Clinical treatments for gender dysphoria
It is important for clinicians to identify children whose gender dysphoria will persist into adolescence and those who outgrow their gender identity disorder (GID) or gender dysphoria diagnosis. In instances where the child’s distress and discomfort continues clinicians will sometimes prescribe gonadotropin-releasing hormone (GnRH) to delay puberty. Identifying stable and persistent cases of GID may reduce the number of surgeries and hormonal interventions individuals undergo in adolescence and adulthood. Gender identity disorders persist into adolescence in about 27% of children with GID diagnoses.
Diagnosis and treatment of GID in children can be distressing for the parents, which can further exacerbate distress in their child. Parents had difficulties accepting their child's desire to be the opposite sex, and are resistant to children wanting to alter their bodies.

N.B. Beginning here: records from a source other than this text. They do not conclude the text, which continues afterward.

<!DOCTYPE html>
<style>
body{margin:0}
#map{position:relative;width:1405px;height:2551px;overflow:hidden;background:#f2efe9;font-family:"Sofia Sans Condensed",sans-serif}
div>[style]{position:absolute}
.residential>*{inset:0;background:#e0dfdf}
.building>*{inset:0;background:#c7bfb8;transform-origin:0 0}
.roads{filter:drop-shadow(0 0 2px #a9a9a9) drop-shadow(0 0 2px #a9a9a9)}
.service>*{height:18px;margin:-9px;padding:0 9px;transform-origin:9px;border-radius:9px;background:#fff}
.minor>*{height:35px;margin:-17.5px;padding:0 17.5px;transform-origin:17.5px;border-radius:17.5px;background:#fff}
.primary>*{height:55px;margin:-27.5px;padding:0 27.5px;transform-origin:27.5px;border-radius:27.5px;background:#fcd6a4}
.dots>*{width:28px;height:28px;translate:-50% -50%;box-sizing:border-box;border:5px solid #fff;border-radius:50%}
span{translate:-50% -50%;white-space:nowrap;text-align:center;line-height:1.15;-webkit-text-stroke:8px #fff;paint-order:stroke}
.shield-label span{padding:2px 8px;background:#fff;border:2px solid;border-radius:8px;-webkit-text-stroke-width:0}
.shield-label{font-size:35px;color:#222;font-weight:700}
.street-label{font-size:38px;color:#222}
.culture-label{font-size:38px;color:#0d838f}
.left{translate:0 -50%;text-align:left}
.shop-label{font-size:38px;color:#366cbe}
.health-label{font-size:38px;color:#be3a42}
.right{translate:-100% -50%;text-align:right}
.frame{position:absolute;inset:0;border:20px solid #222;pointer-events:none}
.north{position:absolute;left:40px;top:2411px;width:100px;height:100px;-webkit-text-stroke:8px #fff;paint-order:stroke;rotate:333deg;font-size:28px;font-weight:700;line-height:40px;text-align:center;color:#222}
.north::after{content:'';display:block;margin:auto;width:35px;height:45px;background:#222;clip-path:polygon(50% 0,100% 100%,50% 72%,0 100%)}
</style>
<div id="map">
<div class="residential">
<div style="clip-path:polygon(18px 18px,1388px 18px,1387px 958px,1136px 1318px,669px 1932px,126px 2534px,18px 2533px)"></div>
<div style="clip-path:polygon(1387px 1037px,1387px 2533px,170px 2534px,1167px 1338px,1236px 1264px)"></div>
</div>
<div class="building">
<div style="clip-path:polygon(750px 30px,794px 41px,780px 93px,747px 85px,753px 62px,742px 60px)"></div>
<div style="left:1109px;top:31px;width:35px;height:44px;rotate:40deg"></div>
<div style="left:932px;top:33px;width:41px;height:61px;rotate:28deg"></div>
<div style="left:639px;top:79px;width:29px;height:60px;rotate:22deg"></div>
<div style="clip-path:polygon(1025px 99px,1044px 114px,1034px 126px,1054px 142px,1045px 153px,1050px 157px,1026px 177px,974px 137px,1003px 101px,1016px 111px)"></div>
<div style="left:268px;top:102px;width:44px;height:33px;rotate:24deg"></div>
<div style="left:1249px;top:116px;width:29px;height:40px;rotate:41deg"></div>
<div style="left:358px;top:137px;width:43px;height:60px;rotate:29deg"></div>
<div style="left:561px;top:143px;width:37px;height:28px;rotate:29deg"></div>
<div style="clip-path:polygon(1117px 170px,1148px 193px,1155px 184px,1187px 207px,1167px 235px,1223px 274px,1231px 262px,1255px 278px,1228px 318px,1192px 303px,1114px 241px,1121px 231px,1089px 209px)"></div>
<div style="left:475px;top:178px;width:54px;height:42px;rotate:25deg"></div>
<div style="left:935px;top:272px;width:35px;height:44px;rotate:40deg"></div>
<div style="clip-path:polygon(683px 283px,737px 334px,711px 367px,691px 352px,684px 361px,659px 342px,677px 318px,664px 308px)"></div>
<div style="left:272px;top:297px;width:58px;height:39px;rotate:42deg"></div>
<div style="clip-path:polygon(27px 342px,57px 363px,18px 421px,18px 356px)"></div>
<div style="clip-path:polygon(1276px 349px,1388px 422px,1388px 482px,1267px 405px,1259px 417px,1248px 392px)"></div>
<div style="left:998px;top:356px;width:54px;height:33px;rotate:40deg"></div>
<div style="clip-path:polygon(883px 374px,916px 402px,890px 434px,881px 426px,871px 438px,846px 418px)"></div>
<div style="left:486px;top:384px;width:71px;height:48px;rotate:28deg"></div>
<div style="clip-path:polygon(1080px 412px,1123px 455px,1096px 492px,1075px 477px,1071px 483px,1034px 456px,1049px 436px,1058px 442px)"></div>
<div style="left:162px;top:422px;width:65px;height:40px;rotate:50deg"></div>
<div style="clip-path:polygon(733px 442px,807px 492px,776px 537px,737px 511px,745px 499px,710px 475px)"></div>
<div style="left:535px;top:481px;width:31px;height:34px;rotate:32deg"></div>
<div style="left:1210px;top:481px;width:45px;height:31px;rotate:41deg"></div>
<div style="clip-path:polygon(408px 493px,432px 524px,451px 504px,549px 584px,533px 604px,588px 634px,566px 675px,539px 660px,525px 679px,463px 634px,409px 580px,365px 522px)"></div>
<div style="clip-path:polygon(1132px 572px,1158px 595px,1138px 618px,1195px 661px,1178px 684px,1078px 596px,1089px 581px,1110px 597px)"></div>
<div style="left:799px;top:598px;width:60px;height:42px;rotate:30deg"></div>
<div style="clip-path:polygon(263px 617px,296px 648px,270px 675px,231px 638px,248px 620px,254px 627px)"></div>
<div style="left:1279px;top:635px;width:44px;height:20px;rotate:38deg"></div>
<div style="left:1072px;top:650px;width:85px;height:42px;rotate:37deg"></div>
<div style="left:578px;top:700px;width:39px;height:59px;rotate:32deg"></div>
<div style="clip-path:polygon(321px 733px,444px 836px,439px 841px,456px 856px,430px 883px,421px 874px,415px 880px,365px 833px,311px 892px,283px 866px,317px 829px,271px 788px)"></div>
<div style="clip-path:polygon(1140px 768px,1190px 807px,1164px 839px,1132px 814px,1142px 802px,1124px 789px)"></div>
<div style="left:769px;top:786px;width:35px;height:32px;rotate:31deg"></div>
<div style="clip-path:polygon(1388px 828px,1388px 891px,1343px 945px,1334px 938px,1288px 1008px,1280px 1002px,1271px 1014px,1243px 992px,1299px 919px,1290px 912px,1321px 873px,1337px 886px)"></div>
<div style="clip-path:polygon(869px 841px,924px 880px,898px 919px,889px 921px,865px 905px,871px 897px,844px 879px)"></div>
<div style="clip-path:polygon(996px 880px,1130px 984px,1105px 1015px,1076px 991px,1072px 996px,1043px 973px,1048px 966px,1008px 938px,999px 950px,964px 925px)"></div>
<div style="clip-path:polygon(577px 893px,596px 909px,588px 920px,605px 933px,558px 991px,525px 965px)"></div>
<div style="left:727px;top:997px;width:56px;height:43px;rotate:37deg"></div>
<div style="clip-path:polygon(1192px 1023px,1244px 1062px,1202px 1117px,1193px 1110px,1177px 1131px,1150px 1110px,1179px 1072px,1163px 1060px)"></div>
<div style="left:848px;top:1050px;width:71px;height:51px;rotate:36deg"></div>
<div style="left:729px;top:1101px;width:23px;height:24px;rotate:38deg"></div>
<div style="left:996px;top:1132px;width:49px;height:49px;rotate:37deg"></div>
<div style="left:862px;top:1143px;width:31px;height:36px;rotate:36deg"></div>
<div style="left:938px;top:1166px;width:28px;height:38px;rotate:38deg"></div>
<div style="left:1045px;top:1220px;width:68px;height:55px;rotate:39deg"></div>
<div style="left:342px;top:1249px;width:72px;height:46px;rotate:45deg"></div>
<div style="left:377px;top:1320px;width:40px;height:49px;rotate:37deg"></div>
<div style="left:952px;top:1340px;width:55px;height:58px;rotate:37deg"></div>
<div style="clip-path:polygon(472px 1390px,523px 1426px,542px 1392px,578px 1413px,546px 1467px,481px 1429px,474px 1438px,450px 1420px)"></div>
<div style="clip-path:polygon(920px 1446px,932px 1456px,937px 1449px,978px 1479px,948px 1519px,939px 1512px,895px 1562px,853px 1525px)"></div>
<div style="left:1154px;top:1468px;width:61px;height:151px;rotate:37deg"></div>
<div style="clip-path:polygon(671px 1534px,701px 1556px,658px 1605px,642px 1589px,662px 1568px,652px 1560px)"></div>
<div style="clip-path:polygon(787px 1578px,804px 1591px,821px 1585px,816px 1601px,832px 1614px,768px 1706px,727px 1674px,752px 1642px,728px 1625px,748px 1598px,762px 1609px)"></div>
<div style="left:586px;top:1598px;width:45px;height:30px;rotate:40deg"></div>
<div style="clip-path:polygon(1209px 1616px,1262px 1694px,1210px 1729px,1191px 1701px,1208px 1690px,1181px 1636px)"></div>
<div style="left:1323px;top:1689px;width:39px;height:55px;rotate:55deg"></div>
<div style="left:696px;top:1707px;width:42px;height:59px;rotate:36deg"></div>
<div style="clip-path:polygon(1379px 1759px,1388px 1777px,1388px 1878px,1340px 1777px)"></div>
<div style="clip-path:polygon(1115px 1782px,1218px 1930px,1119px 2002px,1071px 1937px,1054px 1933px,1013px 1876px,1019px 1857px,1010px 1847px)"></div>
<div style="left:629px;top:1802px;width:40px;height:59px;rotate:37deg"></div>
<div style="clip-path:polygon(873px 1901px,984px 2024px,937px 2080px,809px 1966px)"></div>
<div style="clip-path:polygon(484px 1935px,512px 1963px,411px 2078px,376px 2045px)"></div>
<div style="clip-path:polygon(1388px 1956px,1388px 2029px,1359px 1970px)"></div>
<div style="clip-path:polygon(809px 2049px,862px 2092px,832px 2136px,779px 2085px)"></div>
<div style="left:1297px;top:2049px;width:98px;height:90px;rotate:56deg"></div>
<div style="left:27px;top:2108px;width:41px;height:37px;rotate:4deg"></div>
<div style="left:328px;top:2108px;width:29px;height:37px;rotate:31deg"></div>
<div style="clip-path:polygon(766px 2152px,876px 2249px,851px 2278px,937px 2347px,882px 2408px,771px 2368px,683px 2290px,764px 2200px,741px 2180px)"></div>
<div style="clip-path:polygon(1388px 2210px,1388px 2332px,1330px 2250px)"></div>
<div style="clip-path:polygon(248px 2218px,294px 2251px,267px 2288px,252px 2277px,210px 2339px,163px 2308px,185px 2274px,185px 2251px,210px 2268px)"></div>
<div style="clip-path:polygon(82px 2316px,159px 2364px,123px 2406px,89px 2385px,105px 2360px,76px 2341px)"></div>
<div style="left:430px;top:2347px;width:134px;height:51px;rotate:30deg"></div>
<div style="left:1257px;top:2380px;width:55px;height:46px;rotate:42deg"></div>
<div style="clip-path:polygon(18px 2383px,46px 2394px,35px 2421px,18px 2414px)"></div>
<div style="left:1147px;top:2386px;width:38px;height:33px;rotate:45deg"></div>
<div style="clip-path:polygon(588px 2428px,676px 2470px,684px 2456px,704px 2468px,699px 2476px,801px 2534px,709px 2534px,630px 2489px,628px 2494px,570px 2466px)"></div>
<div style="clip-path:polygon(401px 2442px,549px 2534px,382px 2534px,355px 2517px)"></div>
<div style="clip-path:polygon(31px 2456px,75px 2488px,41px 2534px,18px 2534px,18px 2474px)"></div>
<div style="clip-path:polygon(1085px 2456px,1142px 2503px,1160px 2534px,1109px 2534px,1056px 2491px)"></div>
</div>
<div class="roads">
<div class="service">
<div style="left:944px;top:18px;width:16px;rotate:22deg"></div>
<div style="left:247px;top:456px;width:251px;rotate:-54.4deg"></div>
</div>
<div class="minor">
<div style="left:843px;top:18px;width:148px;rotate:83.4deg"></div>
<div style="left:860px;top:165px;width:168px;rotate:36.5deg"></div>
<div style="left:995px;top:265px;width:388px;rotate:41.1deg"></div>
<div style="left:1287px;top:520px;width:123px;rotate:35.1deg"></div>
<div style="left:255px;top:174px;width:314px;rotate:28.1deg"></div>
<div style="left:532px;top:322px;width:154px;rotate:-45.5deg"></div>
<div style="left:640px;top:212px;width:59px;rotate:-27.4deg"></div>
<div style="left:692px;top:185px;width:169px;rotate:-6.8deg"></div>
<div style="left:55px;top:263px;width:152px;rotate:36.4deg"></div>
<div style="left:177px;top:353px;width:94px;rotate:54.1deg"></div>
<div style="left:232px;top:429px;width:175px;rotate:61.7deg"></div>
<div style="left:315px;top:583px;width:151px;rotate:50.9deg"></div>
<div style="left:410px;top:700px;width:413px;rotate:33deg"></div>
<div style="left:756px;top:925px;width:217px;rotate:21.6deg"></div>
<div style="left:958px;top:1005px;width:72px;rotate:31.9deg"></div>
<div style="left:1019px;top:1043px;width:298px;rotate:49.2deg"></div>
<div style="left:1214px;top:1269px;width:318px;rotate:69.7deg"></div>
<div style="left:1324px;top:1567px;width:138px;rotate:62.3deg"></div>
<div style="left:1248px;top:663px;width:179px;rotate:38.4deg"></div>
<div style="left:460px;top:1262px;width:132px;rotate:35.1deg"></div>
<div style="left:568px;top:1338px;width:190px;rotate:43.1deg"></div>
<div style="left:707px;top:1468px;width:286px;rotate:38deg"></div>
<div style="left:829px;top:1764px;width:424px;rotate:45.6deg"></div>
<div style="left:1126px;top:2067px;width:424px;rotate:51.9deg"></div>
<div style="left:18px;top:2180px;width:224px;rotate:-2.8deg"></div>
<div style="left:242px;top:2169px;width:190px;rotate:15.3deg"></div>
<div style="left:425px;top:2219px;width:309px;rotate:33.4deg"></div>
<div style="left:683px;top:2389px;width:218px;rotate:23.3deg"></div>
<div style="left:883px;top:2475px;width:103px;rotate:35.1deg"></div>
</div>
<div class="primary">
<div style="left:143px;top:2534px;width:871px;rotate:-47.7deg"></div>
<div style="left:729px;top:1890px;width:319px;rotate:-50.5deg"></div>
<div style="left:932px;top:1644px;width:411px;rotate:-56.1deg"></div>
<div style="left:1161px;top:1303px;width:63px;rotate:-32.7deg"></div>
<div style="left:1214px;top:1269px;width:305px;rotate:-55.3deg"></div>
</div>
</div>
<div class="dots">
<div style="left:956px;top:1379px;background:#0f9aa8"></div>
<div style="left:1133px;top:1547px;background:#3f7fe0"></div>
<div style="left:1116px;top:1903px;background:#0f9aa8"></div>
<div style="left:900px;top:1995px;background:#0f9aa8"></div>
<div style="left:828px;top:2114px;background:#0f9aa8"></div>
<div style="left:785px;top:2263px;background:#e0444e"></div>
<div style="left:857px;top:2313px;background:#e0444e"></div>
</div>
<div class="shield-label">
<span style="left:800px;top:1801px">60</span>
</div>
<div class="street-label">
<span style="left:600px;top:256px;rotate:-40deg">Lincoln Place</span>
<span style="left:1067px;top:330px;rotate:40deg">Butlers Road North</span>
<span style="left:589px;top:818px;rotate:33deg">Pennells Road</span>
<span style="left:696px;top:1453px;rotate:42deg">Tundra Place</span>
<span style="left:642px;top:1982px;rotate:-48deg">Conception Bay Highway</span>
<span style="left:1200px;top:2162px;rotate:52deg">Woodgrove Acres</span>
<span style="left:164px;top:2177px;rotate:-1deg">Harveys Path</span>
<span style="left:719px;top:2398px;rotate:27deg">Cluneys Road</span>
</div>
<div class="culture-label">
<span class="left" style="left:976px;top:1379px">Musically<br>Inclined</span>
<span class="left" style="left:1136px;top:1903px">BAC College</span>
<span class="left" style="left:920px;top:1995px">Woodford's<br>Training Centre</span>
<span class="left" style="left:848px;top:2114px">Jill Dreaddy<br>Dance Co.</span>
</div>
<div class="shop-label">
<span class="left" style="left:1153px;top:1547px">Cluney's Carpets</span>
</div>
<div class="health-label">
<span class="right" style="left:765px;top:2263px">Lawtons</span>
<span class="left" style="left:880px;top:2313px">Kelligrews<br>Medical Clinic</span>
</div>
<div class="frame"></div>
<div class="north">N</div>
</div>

Some professionals, including Dr. Edgardo J. Menvielle of the Children's National Medical Center, who has specialized in this area in his clinical practice, believe that the proper response to gender variant behavior is supportive therapy aimed at helping the child deal with any social issues which may arise due to homophobia / transphobia. These professionals believe that attempts to alter these behaviors, and/or whatever mechanism is responsible for their expression, are generally ineffective and do more harm than good. While not universally advocating for what childhood transgender advocates refer to as full social transition, the CNMC model generally supports allowing a child to express cross gendered interests at home in an age appropriate fashion. Other professionals associated with a supportive model include Dr. Norman Spack of Children's Hospital Boston, Catherine Tuerk, MA, RN, Herbert Schreier, MD (Children's Hospital Oakland), and Ellen C. Perrin, MD of the Center for Children with Special Needs (CCSN) at TUFTS. Rosenburg (2002) recommends a parent-centered approach that helps parents learn to accept and support their child's identity and help the child to work through the issues surrounding identity, without trying to eliminate gender-variant behaviors.